Original screenshot

End Result

EtherPatches is a program to convert Etherpad screenshots to 'patched' ones in which the text has been removed.

Find the code on GitHub.

Usage

EtherPatches is easy to use. It supports batch conversion: the program automatically converts everything in the input directory and saves the patched works to the output directory.

A step by step guide to EtherPatch your own pads is presented below. Setting up processing on your machine and obtaining the files (steps 1 and 2) need to be done only once.

To patch your own etherpads, you'll need to be able to compile a Processing file. For this, there are several options:
- The easiest is downloading the Processing IDE
- You can also compile from the command line
- Your favorite IDE might offer plugins for Processing language and compilation support, like this one for vscode
Next, you need to obtain the code. Again, there are several options:
- Go to https://github.com/Nyxaeroz/EtherPatches, press the button that says code, download the zip and unzip it wherever you want this project to reside on your machine.
- Moving to your desired location and use the following command in a terminal to clone the repository: git clone https://github.com/Nyxaeroz/EtherPatches.git
Select the Etherpad you want to patch.
Make sceenshots of the pad and save them to the directory called input.
Run the program. A window will appear with the before-and-after. You can close it. (If he screenshots don't fully fit, that's okay, the display is unrelated to the conversion.)
View your patched screenshots in the directory called output.

Notes

When cloning / downloading the repository, example files are included in the example directory, they are used in the README.md file. The input directory contains sample screenshots, and the output directory contains the patched versions of these samples. You could delete everything in the output directory and run the program to verify everything has been setup correctly: the same patched files should appear.

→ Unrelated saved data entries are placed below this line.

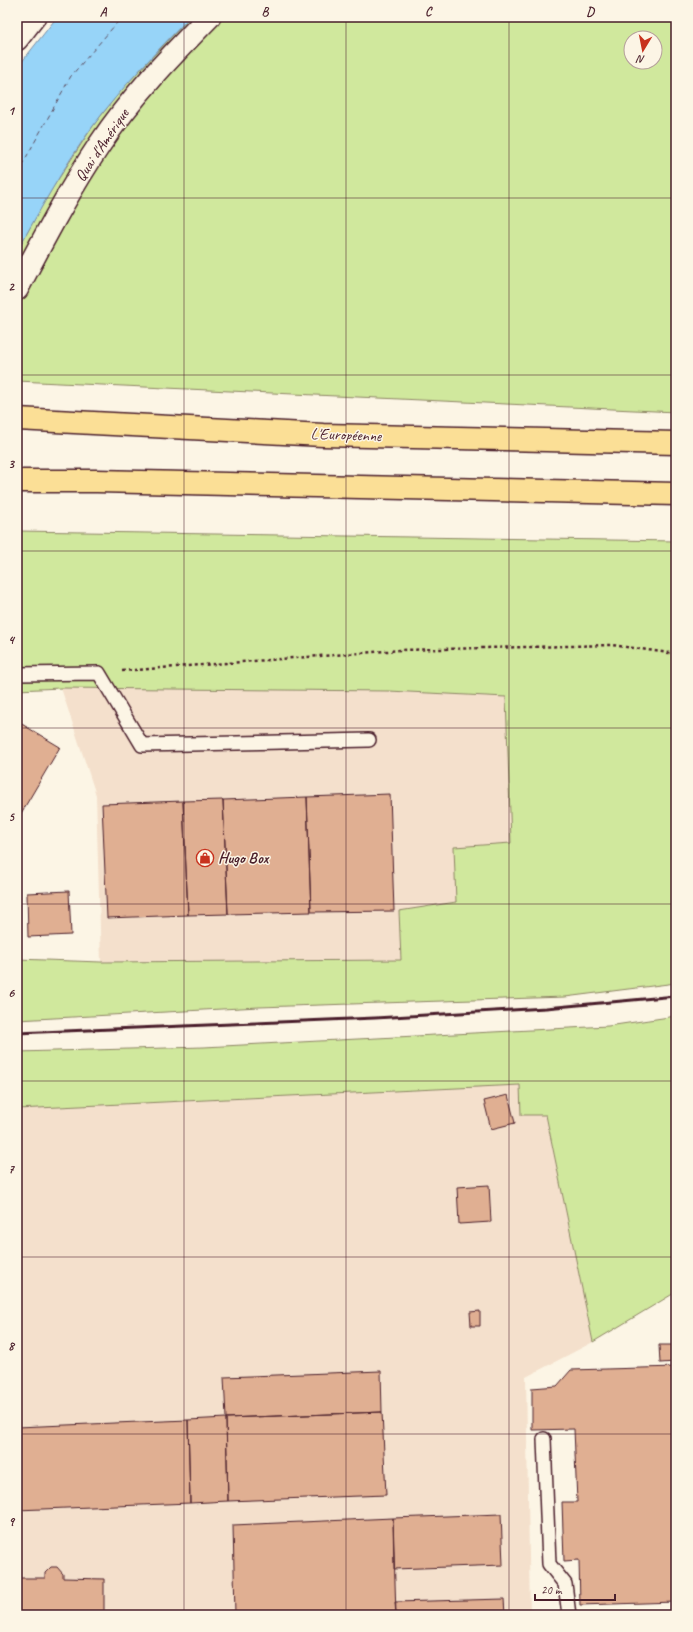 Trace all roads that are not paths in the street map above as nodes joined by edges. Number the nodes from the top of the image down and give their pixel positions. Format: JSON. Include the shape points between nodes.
{"nodes":[{"id":1,"x":34,"y":17,"type":"edge"},
{"id":2,"x":209,"y":17,"type":"edge"},
{"id":3,"x":17,"y":39,"type":"edge"},
{"id":4,"x":17,"y":289,"type":"edge"},
{"id":5,"x":17,"y":419,"type":"edge"},
{"id":6,"x":676,"y":443,"type":"edge"},
{"id":7,"x":17,"y":481,"type":"edge"},
{"id":8,"x":676,"y":494,"type":"edge"},
{"id":9,"x":17,"y":674,"type":"edge"},
{"id":10,"x":369,"y":740,"type":"dead end"},
{"id":11,"x":544,"y":1439,"type":"dead end"},
{"id":12,"x":569,"y":1615,"type":"edge"}],
"edges":[{"from":1,"to":3,"type":"street"},
{"from":2,"to":4,"type":"street","name":"Quai d'Amérique","via":[[149,80],[100,144],[57,215]]},
{"from":5,"to":6,"type":"highway","name":"L'Européenne","via":[[323,435]]},
{"from":7,"to":8,"type":"highway"},
{"from":9,"to":10,"type":"lane","via":[[100,673],[142,745]]},
{"from":11,"to":12,"type":"lane","via":[[549,1564],[565,1584]]}]} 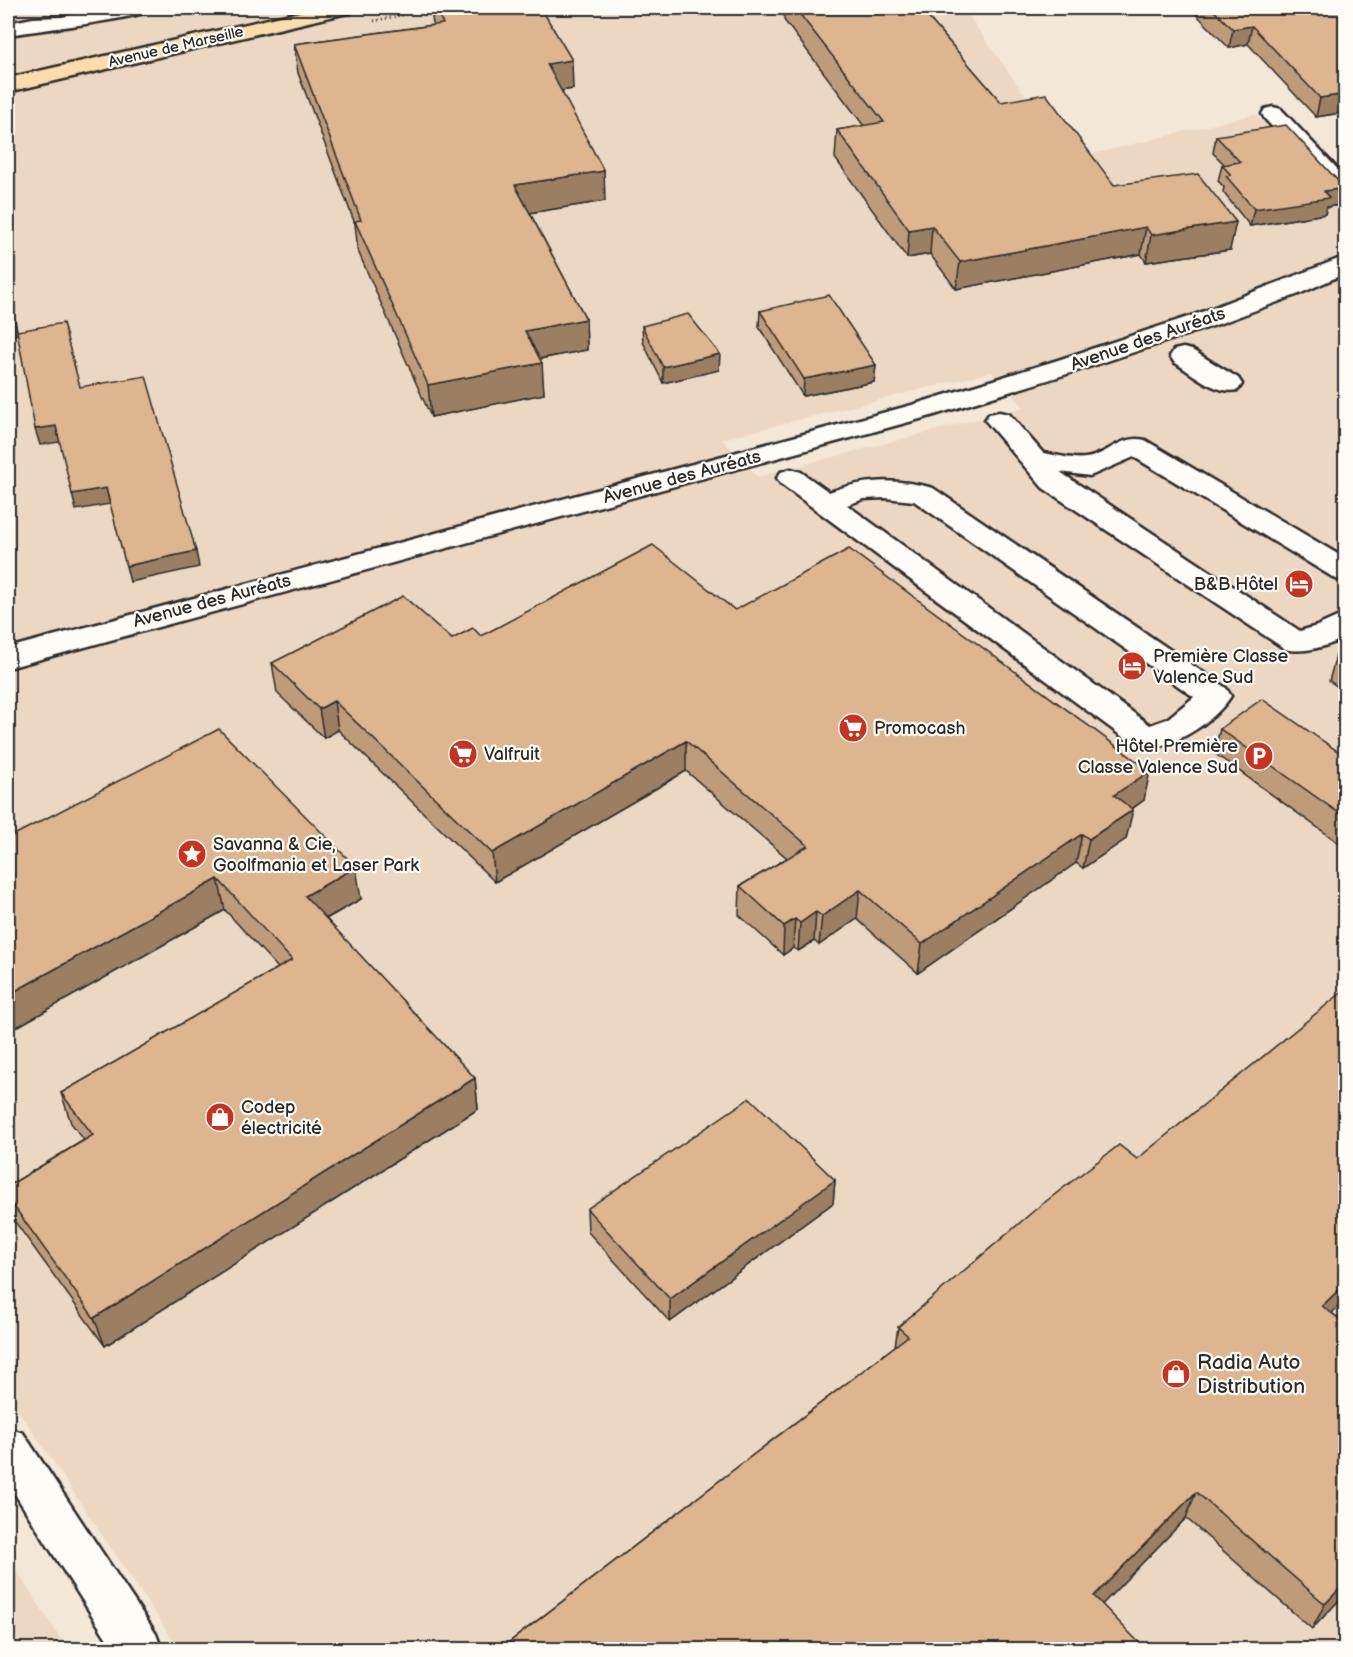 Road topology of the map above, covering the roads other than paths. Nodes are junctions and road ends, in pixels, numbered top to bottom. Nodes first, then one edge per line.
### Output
1 (136, 8) edge
2 (330, 9) edge
3 (8, 29) edge
4 (8, 85) edge
5 (1273, 114) dead end
6 (1346, 193) edge
7 (1346, 263) edge
8 (1183, 356) dead end
9 (1229, 384) dead end
10 (999, 420) dead end
11 (1036, 461) junction
12 (791, 478) dead end
13 (827, 503) junction
14 (1346, 572) edge
15 (1346, 623) edge
16 (8, 658) edge
17 (8, 1447) edge
18 (140, 1650) edge

1 - 3 street
2 - 4 main road, Avenue de Marseille
5 - 6 street
7 - 16 street, Avenue des Auréats
8 - 9 street
10 - 11 street
11 - 14 street
11 - 15 street
12 - 13 street
13 - 13 street
17 - 18 street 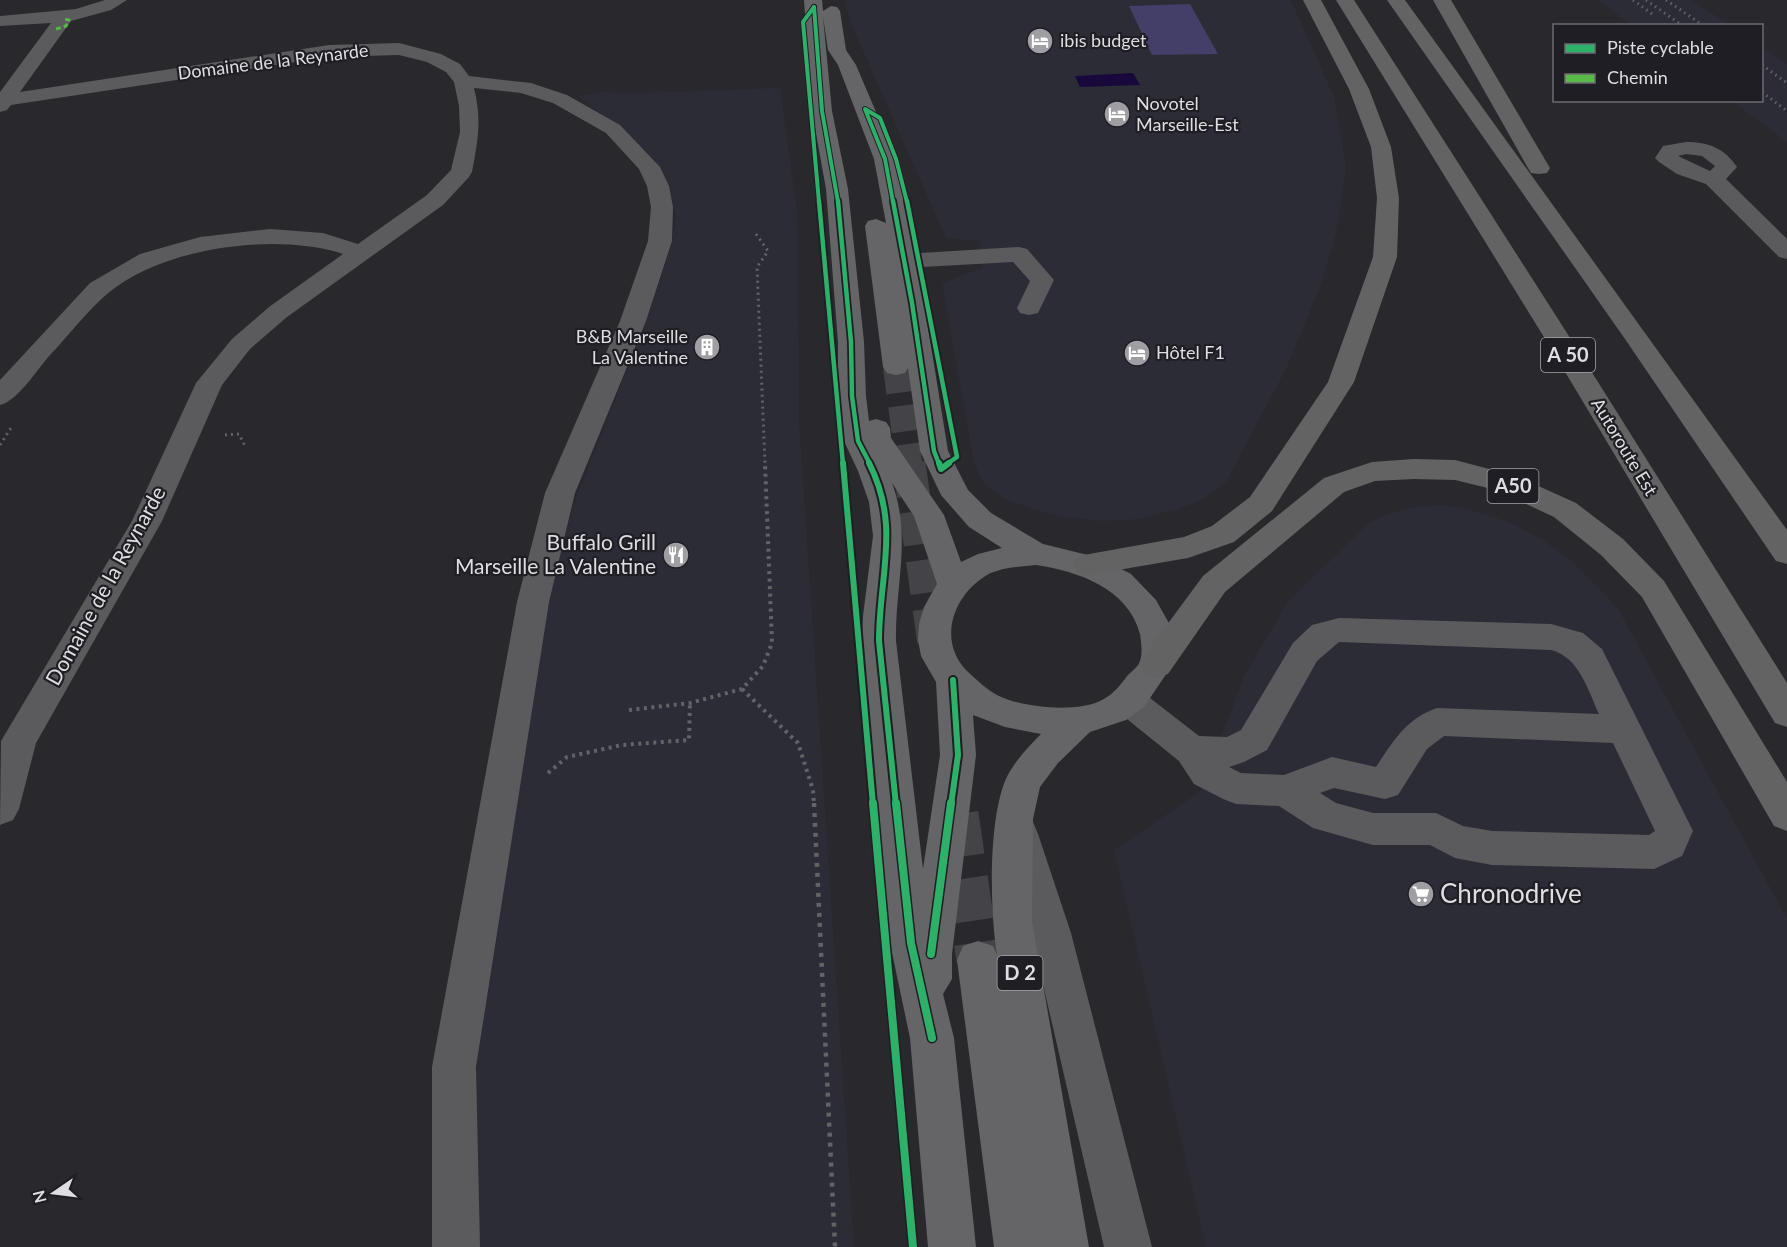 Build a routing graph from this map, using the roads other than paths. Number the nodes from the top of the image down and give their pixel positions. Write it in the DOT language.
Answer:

Note that any file with name FILENAME.png in the input directory will be converted to a file with name PATCHED-FILENAME.png in the output directory.

Parameters

You could play around with some parameters. In particular:

hpass_window and vpass_window set the window sizes for the horizontal and vertical passes over the pixels respectively. 5 resp. 20 seem to work well, but other configurations might be better, depending e.g. on your screen's resolution.
input_dir and output_dir may be altered to use different input resp. output directories.
batch may be set to false to not use batch conversion, but instead convert just one file. In this case filename will be converted. Note that single file conversion is possible through the batch conversion, too (just place 1 screenshot in the input directory) and this single file conversion option is present for debugging reasons. But you could use it, if you want.
display may be set to false to not display anything.
size(2000,600) may be altered for a different canvas size. This will not affect the conversion of screenshots.

Method

This section discusses how one file is converted. For batch conversion, this process is then applied to multiple elements.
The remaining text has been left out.